Menulis dalam pelajaran Bahasa Inggris seringkali menjadi “hantu yang menakutkan” bagi siswa. Jangankan bisa menulis teks yang bagus, mengetahui arti kata dalam bahasa Inggris pun masih sulit bagi sebagian siswa. Sebagai akibatnya, ketika mendapat tugas menulis dari guru, siswa seringkali langsung membuka ponselnya dan mencari teks dari internet dan meng-copy paste teks tersebut, serta mengumpulkannya kepada guru. Semuanya menjadi begitu cepat dan mudah.
Budaya copy-paste tentu bukan tiba-tiba muncul tanpa penyebab. Ketersediaan beragam informasi di internet merupakan salah satunya. Siswa dapat mengakses informasi apapun dengan sekali “klik”. Namun, hal tersebut tidak dapat dijadikan alasan karena perkembangan teknologi komunikasi memang melesat tinggi melampaui proses pengembangan pembelajaran di kelas. Penyebab lain tentu saja berawal dari dalam kelas itu sendiri. Siswa cenderung melakukan copy-paste karena memang tidak tahu bagaimana cara menulis dan menghasilkan teks yang bagus. Hal ini bermula dari kegiatan pembelajaran yang masih kurang menekankan pada keterampilan menulis siswa. Sebagian besar guru hanya memberikan tugas menulis dan menerima produk tulisan siswa. Guru masih kurang memberikan “bantuan” kepada siswa dalam proses menulis.

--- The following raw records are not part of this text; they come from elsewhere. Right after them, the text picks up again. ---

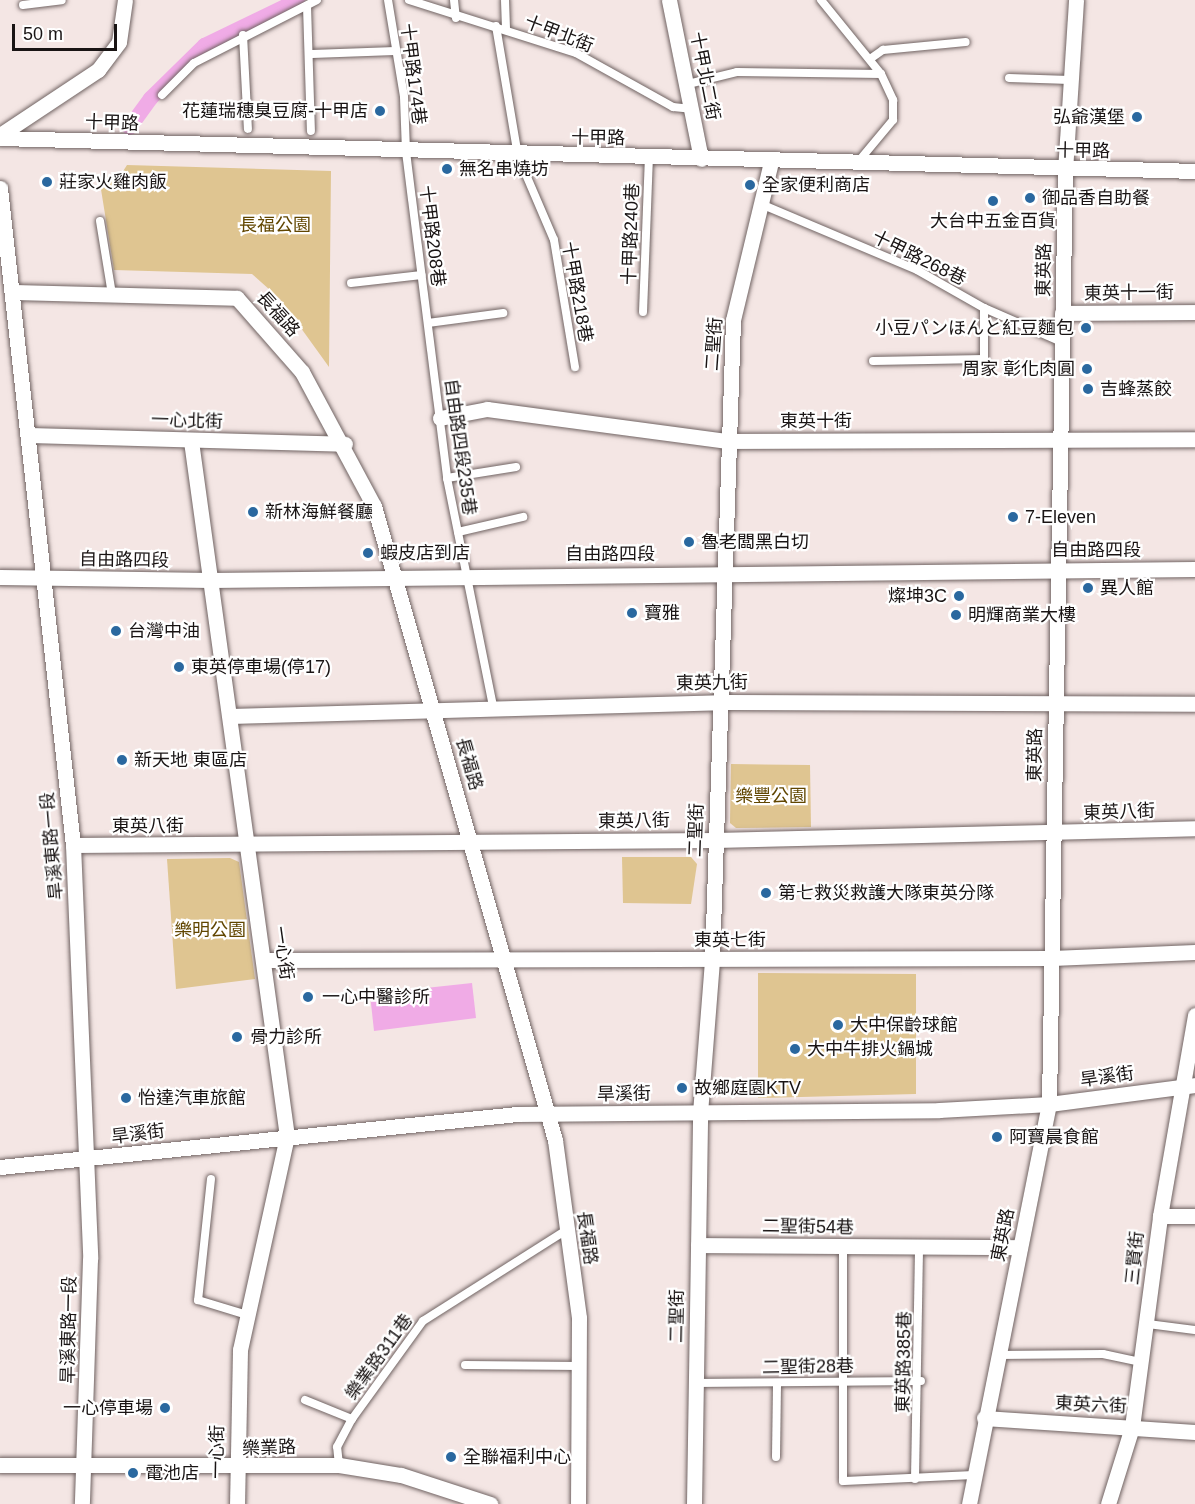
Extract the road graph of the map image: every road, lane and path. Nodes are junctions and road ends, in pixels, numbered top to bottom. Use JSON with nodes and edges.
{"nodes":[{"id":1,"x":62,"y":0,"type":"edge"},
{"id":2,"x":125,"y":0,"type":"edge"},
{"id":3,"x":317,"y":0,"type":"edge"},
{"id":4,"x":388,"y":0,"type":"edge"},
{"id":5,"x":410,"y":0,"type":"edge"},
{"id":6,"x":454,"y":0,"type":"edge"},
{"id":7,"x":505,"y":0,"type":"edge"},
{"id":8,"x":669,"y":0,"type":"edge"},
{"id":9,"x":821,"y":0,"type":"edge"},
{"id":10,"x":1076,"y":0,"type":"edge"},
{"id":11,"x":23,"y":5,"type":"dead end"},
{"id":12,"x":307,"y":6,"type":"junction"},
{"id":13,"x":456,"y":18,"type":"junction"},
{"id":14,"x":496,"y":26,"type":"junction"},
{"id":15,"x":506,"y":29,"type":"junction"},
{"id":16,"x":243,"y":35,"type":"junction"},
{"id":17,"x":966,"y":42,"type":"dead end"},
{"id":18,"x":395,"y":51,"type":"junction"},
{"id":19,"x":312,"y":54,"type":"junction"},
{"id":20,"x":870,"y":59,"type":"junction"},
{"id":21,"x":881,"y":74,"type":"junction"},
{"id":22,"x":1009,"y":78,"type":"dead end"},
{"id":23,"x":1070,"y":80,"type":"junction"},
{"id":24,"x":688,"y":84,"type":"junction"},
{"id":25,"x":162,"y":95,"type":"dead end"},
{"id":26,"x":692,"y":109,"type":"junction"},
{"id":27,"x":248,"y":129,"type":"dead end"},
{"id":28,"x":311,"y":131,"type":"dead end"},
{"id":29,"x":0,"y":136,"type":"edge"},
{"id":30,"x":406,"y":152,"type":"junction"},
{"id":31,"x":518,"y":156,"type":"junction"},
{"id":32,"x":649,"y":158,"type":"junction"},
{"id":33,"x":701,"y":159,"type":"junction"},
{"id":34,"x":771,"y":162,"type":"junction"},
{"id":35,"x":856,"y":164,"type":"junction"},
{"id":36,"x":1065,"y":171,"type":"junction"},
{"id":37,"x":1195,"y":171,"type":"edge"},
{"id":38,"x":0,"y":188,"type":"edge"},
{"id":39,"x":761,"y":204,"type":"junction"},
{"id":40,"x":100,"y":221,"type":"dead end"},
{"id":41,"x":422,"y":276,"type":"junction"},
{"id":42,"x":351,"y":283,"type":"dead end"},
{"id":43,"x":12,"y":292,"type":"junction"},
{"id":44,"x":112,"y":294,"type":"junction"},
{"id":45,"x":984,"y":308,"type":"junction"},
{"id":46,"x":643,"y":312,"type":"dead end"},
{"id":47,"x":1195,"y":312,"type":"edge"},
{"id":48,"x":503,"y":313,"type":"dead end"},
{"id":49,"x":1062,"y":313,"type":"junction"},
{"id":50,"x":428,"y":323,"type":"junction"},
{"id":51,"x":1062,"y":342,"type":"junction"},
{"id":52,"x":873,"y":361,"type":"dead end"},
{"id":53,"x":575,"y":367,"type":"dead end"},
{"id":54,"x":440,"y":418,"type":"junction"},
{"id":55,"x":28,"y":435,"type":"junction"},
{"id":56,"x":1195,"y":439,"type":"edge"},
{"id":57,"x":191,"y":441,"type":"junction"},
{"id":58,"x":728,"y":441,"type":"junction"},
{"id":59,"x":1060,"y":441,"type":"junction"},
{"id":60,"x":345,"y":444,"type":"junction"},
{"id":61,"x":516,"y":466,"type":"dead end"},
{"id":62,"x":447,"y":478,"type":"junction"},
{"id":63,"x":523,"y":517,"type":"dead end"},
{"id":64,"x":458,"y":532,"type":"junction"},
{"id":65,"x":1058,"y":569,"type":"junction"},
{"id":66,"x":1195,"y":569,"type":"edge"},
{"id":67,"x":723,"y":572,"type":"junction"},
{"id":68,"x":469,"y":574,"type":"junction"},
{"id":69,"x":0,"y":577,"type":"edge"},
{"id":70,"x":393,"y":577,"type":"junction"},
{"id":71,"x":44,"y":578,"type":"junction"},
{"id":72,"x":211,"y":580,"type":"junction"},
{"id":73,"x":720,"y":702,"type":"junction"},
{"id":74,"x":1056,"y":702,"type":"junction"},
{"id":75,"x":1195,"y":704,"type":"edge"},
{"id":76,"x":493,"y":707,"type":"junction"},
{"id":77,"x":434,"y":709,"type":"junction"},
{"id":78,"x":230,"y":716,"type":"junction"},
{"id":79,"x":1195,"y":828,"type":"edge"},
{"id":80,"x":1053,"y":834,"type":"junction"},
{"id":81,"x":715,"y":840,"type":"junction"},
{"id":82,"x":471,"y":843,"type":"junction"},
{"id":83,"x":246,"y":844,"type":"junction"},
{"id":84,"x":73,"y":845,"type":"junction"},
{"id":85,"x":1195,"y":952,"type":"edge"},
{"id":86,"x":1052,"y":958,"type":"junction"},
{"id":87,"x":504,"y":959,"type":"junction"},
{"id":88,"x":264,"y":960,"type":"junction"},
{"id":89,"x":712,"y":960,"type":"junction"},
{"id":90,"x":1195,"y":1015,"type":"edge"},
{"id":91,"x":1188,"y":1085,"type":"edge"},
{"id":92,"x":1049,"y":1104,"type":"junction"},
{"id":93,"x":700,"y":1113,"type":"junction"},
{"id":94,"x":548,"y":1115,"type":"junction"},
{"id":95,"x":288,"y":1136,"type":"junction"},
{"id":96,"x":89,"y":1159,"type":"junction"},
{"id":97,"x":0,"y":1167,"type":"edge"},
{"id":98,"x":211,"y":1179,"type":"dead end"},
{"id":99,"x":1160,"y":1216,"type":"junction"},
{"id":100,"x":1195,"y":1216,"type":"edge"},
{"id":101,"x":565,"y":1231,"type":"junction"},
{"id":102,"x":698,"y":1245,"type":"junction"},
{"id":103,"x":919,"y":1246,"type":"junction"},
{"id":104,"x":843,"y":1247,"type":"junction"},
{"id":105,"x":1020,"y":1247,"type":"junction"},
{"id":106,"x":247,"y":1315,"type":"junction"},
{"id":107,"x":1148,"y":1324,"type":"junction"},
{"id":108,"x":1195,"y":1330,"type":"edge"},
{"id":109,"x":999,"y":1355,"type":"junction"},
{"id":110,"x":1141,"y":1362,"type":"junction"},
{"id":111,"x":465,"y":1365,"type":"dead end"},
{"id":112,"x":579,"y":1366,"type":"junction"},
{"id":113,"x":921,"y":1381,"type":"junction"},
{"id":114,"x":844,"y":1382,"type":"junction"},
{"id":115,"x":695,"y":1383,"type":"junction"},
{"id":116,"x":777,"y":1383,"type":"junction"},
{"id":117,"x":305,"y":1400,"type":"dead end"},
{"id":118,"x":984,"y":1418,"type":"junction"},
{"id":119,"x":352,"y":1419,"type":"junction"},
{"id":120,"x":1132,"y":1427,"type":"junction"},
{"id":121,"x":1195,"y":1432,"type":"edge"},
{"id":122,"x":776,"y":1456,"type":"dead end"},
{"id":123,"x":0,"y":1465,"type":"edge"},
{"id":124,"x":85,"y":1465,"type":"junction"},
{"id":125,"x":339,"y":1465,"type":"junction"},
{"id":126,"x":236,"y":1468,"type":"junction"},
{"id":127,"x":975,"y":1475,"type":"junction"},
{"id":128,"x":915,"y":1479,"type":"junction"},
{"id":129,"x":82,"y":1504,"type":"edge"},
{"id":130,"x":237,"y":1504,"type":"edge"},
{"id":131,"x":490,"y":1504,"type":"edge"},
{"id":132,"x":578,"y":1504,"type":"edge"},
{"id":133,"x":694,"y":1504,"type":"edge"},
{"id":134,"x":969,"y":1504,"type":"edge"},
{"id":135,"x":1108,"y":1504,"type":"edge"}],
"edges":[{"from":1,"to":11,"type":"lane"},
{"from":2,"to":29,"type":"street"},
{"from":3,"to":12,"type":"lane"},
{"from":4,"to":18,"type":"lane","name":"十甲路174巷"},
{"from":5,"to":13,"type":"lane","name":"十甲北街"},
{"from":6,"to":13,"type":"lane"},
{"from":7,"to":15,"type":"lane"},
{"from":8,"to":24,"type":"street","name":"十甲北二街"},
{"from":9,"to":20,"type":"lane"},
{"from":10,"to":23,"type":"street","name":"東英路"},
{"from":12,"to":16,"type":"lane"},
{"from":12,"to":19,"type":"lane"},
{"from":13,"to":14,"type":"lane","name":"十甲北街"},
{"from":14,"to":15,"type":"lane","name":"十甲北街"},
{"from":14,"to":31,"type":"lane","name":"十甲路218巷"},
{"from":15,"to":26,"type":"lane","name":"十甲北街"},
{"from":16,"to":25,"type":"lane"},
{"from":16,"to":27,"type":"lane"},
{"from":17,"to":20,"type":"lane"},
{"from":18,"to":19,"type":"lane"},
{"from":18,"to":30,"type":"lane","name":"十甲路174巷"},
{"from":19,"to":28,"type":"lane"},
{"from":20,"to":21,"type":"lane"},
{"from":21,"to":24,"type":"lane"},
{"from":21,"to":35,"type":"lane"},
{"from":22,"to":23,"type":"lane"},
{"from":23,"to":36,"type":"street","name":"東英路"},
{"from":24,"to":26,"type":"street","name":"十甲北二街"},
{"from":26,"to":33,"type":"street","name":"十甲北二街"},
{"from":29,"to":30,"type":"street","name":"十甲路"},
{"from":30,"to":31,"type":"street","name":"十甲路"},
{"from":30,"to":41,"type":"lane","name":"十甲路208巷"},
{"from":31,"to":32,"type":"street","name":"十甲路"},
{"from":31,"to":53,"type":"lane","name":"十甲路218巷"},
{"from":32,"to":33,"type":"street","name":"十甲路"},
{"from":32,"to":46,"type":"lane","name":"十甲路240巷"},
{"from":33,"to":34,"type":"street","name":"十甲路"},
{"from":34,"to":35,"type":"street","name":"十甲路"},
{"from":34,"to":39,"type":"street","name":"二聖街"},
{"from":35,"to":36,"type":"street","name":"十甲路"},
{"from":36,"to":37,"type":"street","name":"十甲路"},
{"from":36,"to":49,"type":"street","name":"東英路"},
{"from":38,"to":43,"type":"street","name":"旱溪東路一段"},
{"from":39,"to":45,"type":"lane","name":"十甲路268巷"},
{"from":39,"to":58,"type":"street","name":"二聖街"},
{"from":40,"to":44,"type":"lane"},
{"from":41,"to":42,"type":"lane"},
{"from":41,"to":50,"type":"lane","name":"十甲路208巷"},
{"from":43,"to":44,"type":"street","name":"長福路"},
{"from":43,"to":55,"type":"street","name":"旱溪東路一段"},
{"from":44,"to":60,"type":"street","name":"長福路"},
{"from":45,"to":51,"type":"lane","name":"十甲路268巷"},
{"from":45,"to":52,"type":"lane"},
{"from":47,"to":49,"type":"street","name":"東英十一街"},
{"from":48,"to":50,"type":"lane"},
{"from":49,"to":51,"type":"street","name":"東英路"},
{"from":50,"to":54,"type":"lane","name":"自由路四段235巷"},
{"from":51,"to":59,"type":"street","name":"東英路"},
{"from":54,"to":58,"type":"street","name":"東英十街"},
{"from":54,"to":62,"type":"lane","name":"自由路四段235巷"},
{"from":55,"to":57,"type":"street","name":"一心北街"},
{"from":55,"to":71,"type":"street","name":"旱溪東路一段"},
{"from":56,"to":59,"type":"street","name":"東英十街"},
{"from":57,"to":60,"type":"street","name":"一心北街"},
{"from":57,"to":72,"type":"street","name":"一心街"},
{"from":58,"to":59,"type":"street","name":"東英十街"},
{"from":58,"to":67,"type":"street","name":"二聖街"},
{"from":59,"to":65,"type":"street","name":"東英路"},
{"from":60,"to":70,"type":"street","name":"長福路"},
{"from":61,"to":62,"type":"lane"},
{"from":62,"to":64,"type":"lane","name":"自由路四段235巷"},
{"from":63,"to":64,"type":"lane"},
{"from":64,"to":68,"type":"lane","name":"自由路四段235巷"},
{"from":65,"to":66,"type":"street","name":"自由路四段"},
{"from":65,"to":67,"type":"street","name":"自由路四段"},
{"from":65,"to":74,"type":"street","name":"東英路"},
{"from":67,"to":68,"type":"street","name":"自由路四段"},
{"from":67,"to":73,"type":"street","name":"二聖街"},
{"from":68,"to":70,"type":"street","name":"自由路四段"},
{"from":68,"to":76,"type":"lane","name":"自由路四段235巷"},
{"from":69,"to":71,"type":"street","name":"自由路四段"},
{"from":70,"to":72,"type":"street","name":"自由路四段"},
{"from":70,"to":77,"type":"street","name":"長福路"},
{"from":71,"to":72,"type":"street","name":"自由路四段"},
{"from":71,"to":84,"type":"street","name":"旱溪東路一段"},
{"from":72,"to":78,"type":"street","name":"一心街"},
{"from":73,"to":74,"type":"street","name":"東英九街"},
{"from":73,"to":76,"type":"street","name":"東英九街"},
{"from":73,"to":81,"type":"street","name":"二聖街"},
{"from":74,"to":75,"type":"street","name":"東英九街"},
{"from":74,"to":80,"type":"street","name":"東英路"},
{"from":76,"to":77,"type":"street","name":"東英九街"},
{"from":77,"to":78,"type":"street","name":"東英九街"},
{"from":77,"to":82,"type":"street","name":"長福路"},
{"from":78,"to":83,"type":"street","name":"一心街"},
{"from":79,"to":80,"type":"street","name":"東英八街"},
{"from":80,"to":81,"type":"street","name":"東英八街"},
{"from":80,"to":86,"type":"street","name":"東英路"},
{"from":81,"to":82,"type":"street","name":"東英八街"},
{"from":81,"to":89,"type":"street","name":"二聖街"},
{"from":82,"to":83,"type":"street","name":"東英八街"},
{"from":82,"to":87,"type":"street","name":"長福路"},
{"from":83,"to":84,"type":"street","name":"東英八街"},
{"from":83,"to":88,"type":"street","name":"一心街"},
{"from":84,"to":96,"type":"street","name":"旱溪東路一段"},
{"from":85,"to":86,"type":"street","name":"東英七街"},
{"from":86,"to":89,"type":"street","name":"東英七街"},
{"from":86,"to":92,"type":"street","name":"東英路"},
{"from":87,"to":88,"type":"street","name":"東英七街"},
{"from":87,"to":89,"type":"street","name":"東英七街"},
{"from":87,"to":94,"type":"street","name":"長福路"},
{"from":88,"to":95,"type":"street","name":"一心街"},
{"from":89,"to":93,"type":"street","name":"二聖街"},
{"from":90,"to":91,"type":"street","name":"三賢街"},
{"from":91,"to":92,"type":"street","name":"旱溪街"},
{"from":91,"to":99,"type":"street","name":"三賢街"},
{"from":92,"to":93,"type":"street","name":"旱溪街"},
{"from":92,"to":105,"type":"street","name":"東英路"},
{"from":93,"to":94,"type":"street","name":"旱溪街"},
{"from":93,"to":102,"type":"street","name":"二聖街"},
{"from":94,"to":95,"type":"street","name":"旱溪街"},
{"from":94,"to":101,"type":"street","name":"長福路"},
{"from":95,"to":96,"type":"street","name":"旱溪街"},
{"from":95,"to":106,"type":"street","name":"一心街"},
{"from":96,"to":97,"type":"street","name":"旱溪街"},
{"from":96,"to":124,"type":"street","name":"旱溪東路一段"},
{"from":98,"to":106,"type":"lane"},
{"from":99,"to":100,"type":"street"},
{"from":99,"to":107,"type":"street","name":"三賢街"},
{"from":101,"to":112,"type":"street","name":"長福路"},
{"from":101,"to":119,"type":"lane","name":"樂業路311巷"},
{"from":102,"to":104,"type":"street","name":"二聖街54巷"},
{"from":102,"to":115,"type":"street","name":"二聖街"},
{"from":103,"to":104,"type":"street","name":"二聖街54巷"},
{"from":103,"to":105,"type":"street","name":"二聖街54巷"},
{"from":103,"to":113,"type":"lane","name":"東英路385巷"},
{"from":104,"to":114,"type":"lane"},
{"from":105,"to":109,"type":"street","name":"東英路"},
{"from":106,"to":126,"type":"street","name":"一心街"},
{"from":107,"to":108,"type":"lane"},
{"from":107,"to":110,"type":"street","name":"三賢街"},
{"from":109,"to":110,"type":"lane"},
{"from":109,"to":118,"type":"street","name":"東英路"},
{"from":110,"to":120,"type":"street","name":"三賢街"},
{"from":111,"to":112,"type":"lane"},
{"from":112,"to":132,"type":"street","name":"長福路"},
{"from":113,"to":114,"type":"lane","name":"二聖街28巷"},
{"from":113,"to":128,"type":"lane","name":"東英路385巷"},
{"from":114,"to":116,"type":"lane","name":"二聖街28巷"},
{"from":114,"to":128,"type":"lane"},
{"from":115,"to":116,"type":"lane","name":"二聖街28巷"},
{"from":115,"to":133,"type":"street","name":"二聖街"},
{"from":116,"to":122,"type":"lane"},
{"from":117,"to":119,"type":"lane"},
{"from":118,"to":120,"type":"street","name":"東英六街"},
{"from":118,"to":127,"type":"street","name":"東英路"},
{"from":119,"to":125,"type":"lane","name":"樂業路311巷"},
{"from":120,"to":121,"type":"street","name":"東英六街"},
{"from":120,"to":135,"type":"street","name":"三賢街"},
{"from":123,"to":124,"type":"street","name":"樂業路"},
{"from":124,"to":126,"type":"street","name":"樂業路"},
{"from":124,"to":129,"type":"street","name":"旱溪東路一段"},
{"from":125,"to":126,"type":"street","name":"樂業路"},
{"from":125,"to":131,"type":"street","name":"樂業路"},
{"from":126,"to":130,"type":"street","name":"一心街"},
{"from":127,"to":128,"type":"lane"},
{"from":127,"to":134,"type":"street","name":"東英路"}]}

Budaya copy-paste merupakan sebuah tantangan besar bagi kita sebagai guru Bahasa Inggris. Sebagai guru, kita bisa melawan budaya tersebut dengan menerapkan beragam pendekatan, metode atau teknik dalam pembelajaran menulis. Salah satunya adalah dengan menerapkan process approach. Proses approach merupakan pendekatan dalam menulis yang menekankan pada proses menulis namun tetap berorientasi pada capaian hasil yang maksimal. Process approach dilakukan dalam beberapa tahap, yaitu pre-writing, writing, revising, editing, dan publishing.
Pre-writing merupakan tahap yang sangat penting karena di sanalah kita dapat membantu siswa menggali ide-ide yang akan dituangkan dan membangun kemampuan kebahasaan siswa misalnya dengan pengembangan kata atau vocabulary building. Kegiatan dalam pre-writing dapat dilakukan dengan brainstorming, diskusi, serta permainan kata yang menyenangkan. Tahap berikutnya merupakan tahap writing di mana siswa menuangkan idenya dalam bentuk tulisan. Tahap revising dan editing dilakukan setelah siswa menghasilkan tulisan. Keduanya merupakan tahap perbaikan terhadap tulisan. Revising berkenaan dengan ide dan teknik pengembangan gagasan; sedangkan editing berkenaan dengan perbaikan dalam tata bahasa dan tata tulis. Tahap terakhir dalam process approach adalah publishing dyang berupa kegiatan engumpulkan tulisan kepada guru atau menggunakan sosial media dan blog untuk mengunggahnya.
Dalam process approach guru diharapkan dapat menjadi fasilitator yang benar-benar dapat memfasilitasi siswa dalam menulis. Guru merupakan tempat siswa bertanya apabila menemui kesulitan dalam mengembangkan ide maupun dalam menggunakan tata bahasa yang tepat untuk menyajikan ide tersebut.
Keterampilan menulis terutama menulis teks bahasa Inggris memang bukan keterampilan yang dapat serta merta dikuasai oleh siswa. Keterampilan menulis harus dipupuk sedikit demi sedikit melalui proses yang panjang dan berkesinambungan. Hal ini semestinya menjadi sebuah kesadaran dan kepedulian semua guru Bahasa Inggris sehingga bisa menciptakan suasana yang menyenangkan bagi siswa untuk menulis. Salah satunya dengan menerapkan pendekatan atau strategi yang tepat. Jika hal ini dilakukan secara terus menerus maka budaya copy-paste akan luntur digantikan dengan budaya “cipta kreatif” atau create and creative yang bisa menghantarkan siswa kita untuk sukses hidup pada jamannya, pada abad 21.